STUDENTS from abroad may be obliged to study Irish in school under new measures being suggested by the Department of Education.
The department has issued a statement announcing that it is finalising a review of the “policy and practice in relation to exemptions from Irish”.
According to The Irish Times, who gained exclusive access to the document, the review will assess the “potential of ending the opt-out facility for new entrants to Ireland”.
At the moment, students who have been abroad for a period of time or say they have no understanding of English can choose to opt-out of studying Irish in school.
There is growing concern over the fairness of these conditions given that between 1,000 and 2,000 students have been receiving exemptions on this basis each year.
A growing trend is that of students in the senior cycle studying the language up until the State exams, and then dropping it.
The review being carried out by the Department of Education will look to set out new rules for the exemption from the study of Irish, including an online consultation process.

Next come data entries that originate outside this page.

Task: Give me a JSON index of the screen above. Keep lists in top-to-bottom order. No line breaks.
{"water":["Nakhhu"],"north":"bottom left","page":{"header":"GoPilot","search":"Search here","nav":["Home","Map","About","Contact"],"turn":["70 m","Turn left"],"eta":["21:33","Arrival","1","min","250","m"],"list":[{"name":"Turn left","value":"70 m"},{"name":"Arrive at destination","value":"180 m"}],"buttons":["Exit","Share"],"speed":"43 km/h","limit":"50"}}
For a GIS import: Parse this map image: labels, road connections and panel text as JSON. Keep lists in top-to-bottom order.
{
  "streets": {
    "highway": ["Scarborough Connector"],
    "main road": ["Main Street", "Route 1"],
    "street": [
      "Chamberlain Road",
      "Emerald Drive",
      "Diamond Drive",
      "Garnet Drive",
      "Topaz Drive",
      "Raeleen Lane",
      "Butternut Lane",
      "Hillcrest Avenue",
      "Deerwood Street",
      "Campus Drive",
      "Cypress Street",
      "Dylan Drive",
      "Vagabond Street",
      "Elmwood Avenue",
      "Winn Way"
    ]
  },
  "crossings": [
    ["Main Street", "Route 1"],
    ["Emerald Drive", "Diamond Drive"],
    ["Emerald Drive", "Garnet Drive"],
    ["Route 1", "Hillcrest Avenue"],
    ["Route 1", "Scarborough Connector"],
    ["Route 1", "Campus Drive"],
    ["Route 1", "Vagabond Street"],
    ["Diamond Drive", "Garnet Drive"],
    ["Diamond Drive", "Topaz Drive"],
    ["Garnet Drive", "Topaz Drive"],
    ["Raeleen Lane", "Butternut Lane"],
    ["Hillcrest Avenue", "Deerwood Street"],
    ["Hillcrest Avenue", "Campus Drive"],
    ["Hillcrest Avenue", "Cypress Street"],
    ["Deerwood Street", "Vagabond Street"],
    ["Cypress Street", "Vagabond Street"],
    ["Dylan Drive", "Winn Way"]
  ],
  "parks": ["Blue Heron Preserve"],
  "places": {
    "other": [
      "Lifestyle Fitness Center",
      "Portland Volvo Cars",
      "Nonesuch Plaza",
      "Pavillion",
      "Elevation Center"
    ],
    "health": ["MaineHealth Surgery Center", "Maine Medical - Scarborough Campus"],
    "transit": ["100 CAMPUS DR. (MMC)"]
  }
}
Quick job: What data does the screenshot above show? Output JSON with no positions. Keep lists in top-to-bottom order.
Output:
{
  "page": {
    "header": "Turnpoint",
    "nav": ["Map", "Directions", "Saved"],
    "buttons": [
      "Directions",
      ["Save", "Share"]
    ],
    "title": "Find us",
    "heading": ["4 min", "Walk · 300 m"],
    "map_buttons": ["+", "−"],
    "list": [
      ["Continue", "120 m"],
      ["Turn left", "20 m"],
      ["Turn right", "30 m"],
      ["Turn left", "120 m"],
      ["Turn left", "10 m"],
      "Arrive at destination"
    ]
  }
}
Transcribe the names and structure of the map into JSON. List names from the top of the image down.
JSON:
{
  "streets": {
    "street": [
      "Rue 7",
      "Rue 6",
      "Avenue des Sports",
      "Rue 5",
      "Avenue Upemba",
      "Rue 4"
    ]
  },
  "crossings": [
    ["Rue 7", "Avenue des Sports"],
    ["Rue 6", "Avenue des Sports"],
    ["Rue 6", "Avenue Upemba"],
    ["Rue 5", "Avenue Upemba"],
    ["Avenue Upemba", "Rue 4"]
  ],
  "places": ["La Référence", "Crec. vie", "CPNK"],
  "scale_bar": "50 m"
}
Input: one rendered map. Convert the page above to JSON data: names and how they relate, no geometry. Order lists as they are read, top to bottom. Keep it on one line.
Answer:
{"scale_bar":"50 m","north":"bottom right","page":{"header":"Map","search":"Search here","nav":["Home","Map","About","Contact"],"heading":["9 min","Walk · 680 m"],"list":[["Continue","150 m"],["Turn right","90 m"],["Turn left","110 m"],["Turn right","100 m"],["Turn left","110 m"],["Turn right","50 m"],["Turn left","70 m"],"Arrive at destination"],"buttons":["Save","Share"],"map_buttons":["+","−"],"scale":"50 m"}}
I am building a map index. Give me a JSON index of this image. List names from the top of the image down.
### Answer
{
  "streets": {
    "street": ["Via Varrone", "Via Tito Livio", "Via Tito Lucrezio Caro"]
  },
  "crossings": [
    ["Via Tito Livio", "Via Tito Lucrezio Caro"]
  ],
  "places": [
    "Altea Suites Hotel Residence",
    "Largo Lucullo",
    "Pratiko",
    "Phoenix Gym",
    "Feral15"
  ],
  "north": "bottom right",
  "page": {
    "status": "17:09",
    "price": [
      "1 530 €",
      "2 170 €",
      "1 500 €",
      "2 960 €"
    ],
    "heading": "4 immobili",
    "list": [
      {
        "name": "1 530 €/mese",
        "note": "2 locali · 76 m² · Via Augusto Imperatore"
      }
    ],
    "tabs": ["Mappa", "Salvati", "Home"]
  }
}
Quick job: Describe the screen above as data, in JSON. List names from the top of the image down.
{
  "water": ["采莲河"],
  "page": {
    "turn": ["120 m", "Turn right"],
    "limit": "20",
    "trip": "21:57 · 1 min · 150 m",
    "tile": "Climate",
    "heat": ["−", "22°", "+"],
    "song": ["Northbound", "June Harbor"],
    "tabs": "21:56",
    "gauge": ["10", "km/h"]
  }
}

The review will also examine the granting of exemptions from studying Irish on the basis of special education needs.
While students or parents are currently required to submit a psychologist’s report in order to secure an exemption for reasons surrounding disability.
The validity of some of these privately commissioned psychologist’s reports have been queried, with more than 3,800 students being granted an exemption to the 2016 Leaving Cert Irish exam on the grounds of a disability.
There is no doubt that the figures of those who seek exemptions are staggering and should the public be consulted on the Irish issue, it will surely trigger a debate on whether or not it should be compulsory in Irish schools.